BEGIN Supplied data
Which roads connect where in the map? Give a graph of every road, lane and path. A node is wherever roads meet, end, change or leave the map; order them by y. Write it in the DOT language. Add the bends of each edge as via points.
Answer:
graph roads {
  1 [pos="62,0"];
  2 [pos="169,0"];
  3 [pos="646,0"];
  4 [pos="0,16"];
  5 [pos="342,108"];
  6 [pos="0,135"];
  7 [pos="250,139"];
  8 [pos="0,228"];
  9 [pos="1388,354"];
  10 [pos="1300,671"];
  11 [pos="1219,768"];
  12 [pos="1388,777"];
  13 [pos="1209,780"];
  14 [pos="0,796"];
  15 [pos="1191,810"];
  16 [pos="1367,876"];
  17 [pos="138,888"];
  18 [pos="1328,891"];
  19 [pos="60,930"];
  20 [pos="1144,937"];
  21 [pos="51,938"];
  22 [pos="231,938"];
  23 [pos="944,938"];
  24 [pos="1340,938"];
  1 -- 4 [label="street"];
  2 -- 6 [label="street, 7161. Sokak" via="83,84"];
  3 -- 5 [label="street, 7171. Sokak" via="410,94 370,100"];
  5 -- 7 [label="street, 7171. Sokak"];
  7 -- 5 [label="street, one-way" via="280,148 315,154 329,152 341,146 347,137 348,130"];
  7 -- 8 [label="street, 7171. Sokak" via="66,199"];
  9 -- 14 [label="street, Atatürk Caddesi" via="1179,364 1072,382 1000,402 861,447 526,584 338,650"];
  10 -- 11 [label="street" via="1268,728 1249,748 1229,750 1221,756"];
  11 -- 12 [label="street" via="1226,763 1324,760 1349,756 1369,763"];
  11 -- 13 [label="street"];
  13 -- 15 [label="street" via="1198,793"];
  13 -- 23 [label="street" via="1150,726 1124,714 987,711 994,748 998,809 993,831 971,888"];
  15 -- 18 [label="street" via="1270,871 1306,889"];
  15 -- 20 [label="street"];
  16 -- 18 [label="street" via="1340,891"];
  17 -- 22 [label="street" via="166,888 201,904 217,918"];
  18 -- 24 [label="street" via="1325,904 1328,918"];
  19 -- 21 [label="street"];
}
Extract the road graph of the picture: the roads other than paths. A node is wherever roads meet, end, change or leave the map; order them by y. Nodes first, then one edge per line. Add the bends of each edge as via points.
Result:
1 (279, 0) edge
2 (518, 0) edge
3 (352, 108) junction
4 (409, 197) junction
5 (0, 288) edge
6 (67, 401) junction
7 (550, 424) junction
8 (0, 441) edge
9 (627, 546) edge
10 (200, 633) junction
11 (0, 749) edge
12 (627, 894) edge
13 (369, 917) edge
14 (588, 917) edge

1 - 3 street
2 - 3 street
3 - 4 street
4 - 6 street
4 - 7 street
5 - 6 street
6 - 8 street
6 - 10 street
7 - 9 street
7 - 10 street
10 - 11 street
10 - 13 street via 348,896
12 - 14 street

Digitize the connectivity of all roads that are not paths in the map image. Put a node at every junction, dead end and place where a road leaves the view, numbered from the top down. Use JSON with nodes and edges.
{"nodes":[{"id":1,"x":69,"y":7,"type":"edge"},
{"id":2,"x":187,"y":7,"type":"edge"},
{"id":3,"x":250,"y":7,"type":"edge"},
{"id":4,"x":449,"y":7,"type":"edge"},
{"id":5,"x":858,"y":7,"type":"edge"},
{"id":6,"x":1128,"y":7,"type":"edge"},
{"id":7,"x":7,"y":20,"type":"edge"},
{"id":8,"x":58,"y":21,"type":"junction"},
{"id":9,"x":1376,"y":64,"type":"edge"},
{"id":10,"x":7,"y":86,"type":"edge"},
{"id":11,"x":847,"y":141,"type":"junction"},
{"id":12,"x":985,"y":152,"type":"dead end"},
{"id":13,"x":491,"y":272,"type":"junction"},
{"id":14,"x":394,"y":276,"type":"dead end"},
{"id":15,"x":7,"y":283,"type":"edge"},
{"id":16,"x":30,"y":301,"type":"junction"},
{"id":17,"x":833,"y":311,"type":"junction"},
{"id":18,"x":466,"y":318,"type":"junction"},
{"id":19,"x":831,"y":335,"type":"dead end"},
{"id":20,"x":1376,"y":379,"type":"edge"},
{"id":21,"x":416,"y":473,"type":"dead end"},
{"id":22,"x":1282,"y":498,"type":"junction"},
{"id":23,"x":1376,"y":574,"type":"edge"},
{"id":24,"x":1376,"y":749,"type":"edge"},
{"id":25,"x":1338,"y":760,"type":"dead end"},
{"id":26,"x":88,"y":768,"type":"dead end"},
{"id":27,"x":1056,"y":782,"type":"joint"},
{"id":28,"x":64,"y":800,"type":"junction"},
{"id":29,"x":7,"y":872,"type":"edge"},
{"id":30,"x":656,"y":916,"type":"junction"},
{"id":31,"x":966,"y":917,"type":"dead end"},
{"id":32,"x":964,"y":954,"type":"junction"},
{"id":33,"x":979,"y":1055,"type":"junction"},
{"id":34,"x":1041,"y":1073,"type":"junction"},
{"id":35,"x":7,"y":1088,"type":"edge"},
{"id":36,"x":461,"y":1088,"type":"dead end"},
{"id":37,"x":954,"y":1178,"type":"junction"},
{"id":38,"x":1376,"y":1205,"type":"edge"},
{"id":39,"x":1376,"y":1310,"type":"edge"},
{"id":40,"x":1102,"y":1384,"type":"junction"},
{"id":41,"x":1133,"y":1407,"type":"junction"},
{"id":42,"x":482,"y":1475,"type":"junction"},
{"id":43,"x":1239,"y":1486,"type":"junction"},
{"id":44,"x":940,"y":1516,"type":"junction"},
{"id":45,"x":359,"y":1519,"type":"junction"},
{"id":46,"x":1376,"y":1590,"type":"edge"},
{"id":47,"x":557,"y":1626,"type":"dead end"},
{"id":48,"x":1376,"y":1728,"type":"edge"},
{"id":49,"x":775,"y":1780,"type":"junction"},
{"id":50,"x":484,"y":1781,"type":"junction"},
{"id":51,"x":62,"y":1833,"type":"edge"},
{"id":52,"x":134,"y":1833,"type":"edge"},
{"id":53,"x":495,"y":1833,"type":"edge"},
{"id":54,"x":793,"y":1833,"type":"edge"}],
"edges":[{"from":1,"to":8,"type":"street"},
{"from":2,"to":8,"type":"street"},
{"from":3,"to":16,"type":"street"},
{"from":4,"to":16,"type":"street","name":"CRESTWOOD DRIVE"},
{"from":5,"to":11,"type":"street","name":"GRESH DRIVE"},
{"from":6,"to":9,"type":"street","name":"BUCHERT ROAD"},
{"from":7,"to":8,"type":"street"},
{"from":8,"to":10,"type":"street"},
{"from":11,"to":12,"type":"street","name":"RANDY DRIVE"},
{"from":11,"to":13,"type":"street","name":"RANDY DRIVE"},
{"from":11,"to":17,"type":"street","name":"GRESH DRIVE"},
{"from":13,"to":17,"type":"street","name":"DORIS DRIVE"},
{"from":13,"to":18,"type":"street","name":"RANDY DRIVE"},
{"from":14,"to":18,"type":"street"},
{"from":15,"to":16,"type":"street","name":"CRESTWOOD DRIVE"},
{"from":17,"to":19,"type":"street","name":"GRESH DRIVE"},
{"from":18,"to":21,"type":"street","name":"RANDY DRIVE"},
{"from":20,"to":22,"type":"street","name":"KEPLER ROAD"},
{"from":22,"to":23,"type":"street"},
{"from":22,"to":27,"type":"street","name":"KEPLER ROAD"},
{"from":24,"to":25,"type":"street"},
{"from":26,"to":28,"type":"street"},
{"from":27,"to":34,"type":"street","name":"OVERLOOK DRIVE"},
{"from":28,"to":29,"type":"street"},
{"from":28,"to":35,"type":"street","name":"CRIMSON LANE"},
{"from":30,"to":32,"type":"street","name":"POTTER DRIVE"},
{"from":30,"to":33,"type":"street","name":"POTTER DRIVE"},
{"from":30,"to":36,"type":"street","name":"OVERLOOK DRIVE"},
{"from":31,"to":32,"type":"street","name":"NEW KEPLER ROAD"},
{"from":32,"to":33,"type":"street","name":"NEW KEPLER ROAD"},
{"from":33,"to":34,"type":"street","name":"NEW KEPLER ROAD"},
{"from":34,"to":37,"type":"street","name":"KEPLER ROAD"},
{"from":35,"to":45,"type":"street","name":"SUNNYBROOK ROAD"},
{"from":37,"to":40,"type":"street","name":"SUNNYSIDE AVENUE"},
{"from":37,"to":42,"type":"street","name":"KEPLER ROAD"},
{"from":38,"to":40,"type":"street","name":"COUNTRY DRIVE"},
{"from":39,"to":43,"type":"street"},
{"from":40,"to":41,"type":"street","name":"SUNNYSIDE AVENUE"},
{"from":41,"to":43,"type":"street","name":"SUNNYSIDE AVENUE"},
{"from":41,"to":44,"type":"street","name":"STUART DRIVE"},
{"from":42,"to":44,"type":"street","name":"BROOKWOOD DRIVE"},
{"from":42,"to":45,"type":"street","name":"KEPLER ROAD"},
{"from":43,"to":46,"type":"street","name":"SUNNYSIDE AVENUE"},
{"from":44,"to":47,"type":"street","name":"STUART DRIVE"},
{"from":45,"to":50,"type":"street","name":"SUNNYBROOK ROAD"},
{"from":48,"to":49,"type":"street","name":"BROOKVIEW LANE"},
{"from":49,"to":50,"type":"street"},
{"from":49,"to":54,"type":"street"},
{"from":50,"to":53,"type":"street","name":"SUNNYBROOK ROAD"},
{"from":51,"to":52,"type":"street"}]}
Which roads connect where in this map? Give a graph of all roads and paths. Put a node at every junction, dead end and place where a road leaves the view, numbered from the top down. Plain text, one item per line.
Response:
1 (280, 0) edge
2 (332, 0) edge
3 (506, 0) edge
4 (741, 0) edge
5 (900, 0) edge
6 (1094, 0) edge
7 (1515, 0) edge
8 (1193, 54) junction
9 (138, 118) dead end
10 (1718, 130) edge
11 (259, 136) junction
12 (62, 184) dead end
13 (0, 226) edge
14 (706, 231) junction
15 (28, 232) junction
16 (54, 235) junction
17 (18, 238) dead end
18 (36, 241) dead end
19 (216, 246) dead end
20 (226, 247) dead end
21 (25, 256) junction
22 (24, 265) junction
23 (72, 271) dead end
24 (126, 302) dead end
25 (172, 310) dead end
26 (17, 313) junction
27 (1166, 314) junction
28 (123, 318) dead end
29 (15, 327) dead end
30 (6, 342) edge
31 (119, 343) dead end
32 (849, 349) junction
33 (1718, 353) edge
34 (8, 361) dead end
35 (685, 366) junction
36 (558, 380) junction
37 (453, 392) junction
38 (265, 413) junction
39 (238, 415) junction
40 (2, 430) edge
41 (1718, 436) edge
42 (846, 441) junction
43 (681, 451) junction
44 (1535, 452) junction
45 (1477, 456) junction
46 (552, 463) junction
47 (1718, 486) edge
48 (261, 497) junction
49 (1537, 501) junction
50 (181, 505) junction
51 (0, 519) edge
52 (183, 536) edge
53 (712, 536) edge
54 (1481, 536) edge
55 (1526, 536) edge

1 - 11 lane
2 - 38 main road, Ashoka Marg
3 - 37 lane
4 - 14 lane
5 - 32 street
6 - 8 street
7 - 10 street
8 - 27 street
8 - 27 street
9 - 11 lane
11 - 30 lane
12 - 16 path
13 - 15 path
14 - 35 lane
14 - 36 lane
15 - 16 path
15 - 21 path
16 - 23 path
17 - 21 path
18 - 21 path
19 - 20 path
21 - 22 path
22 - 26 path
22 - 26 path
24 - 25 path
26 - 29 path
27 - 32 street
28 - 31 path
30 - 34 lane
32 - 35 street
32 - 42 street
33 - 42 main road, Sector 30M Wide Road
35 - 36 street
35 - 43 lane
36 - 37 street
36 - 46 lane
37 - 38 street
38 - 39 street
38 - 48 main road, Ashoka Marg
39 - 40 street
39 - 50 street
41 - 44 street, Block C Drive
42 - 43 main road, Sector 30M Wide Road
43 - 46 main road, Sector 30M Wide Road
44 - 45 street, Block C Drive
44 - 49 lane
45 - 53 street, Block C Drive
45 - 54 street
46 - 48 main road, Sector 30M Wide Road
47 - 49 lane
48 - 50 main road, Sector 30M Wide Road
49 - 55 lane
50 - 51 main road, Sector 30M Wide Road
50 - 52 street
END Supplied data
- _Problem details_
Tally the lines above that contain "bends"; give only the number.

- _Answer box_
2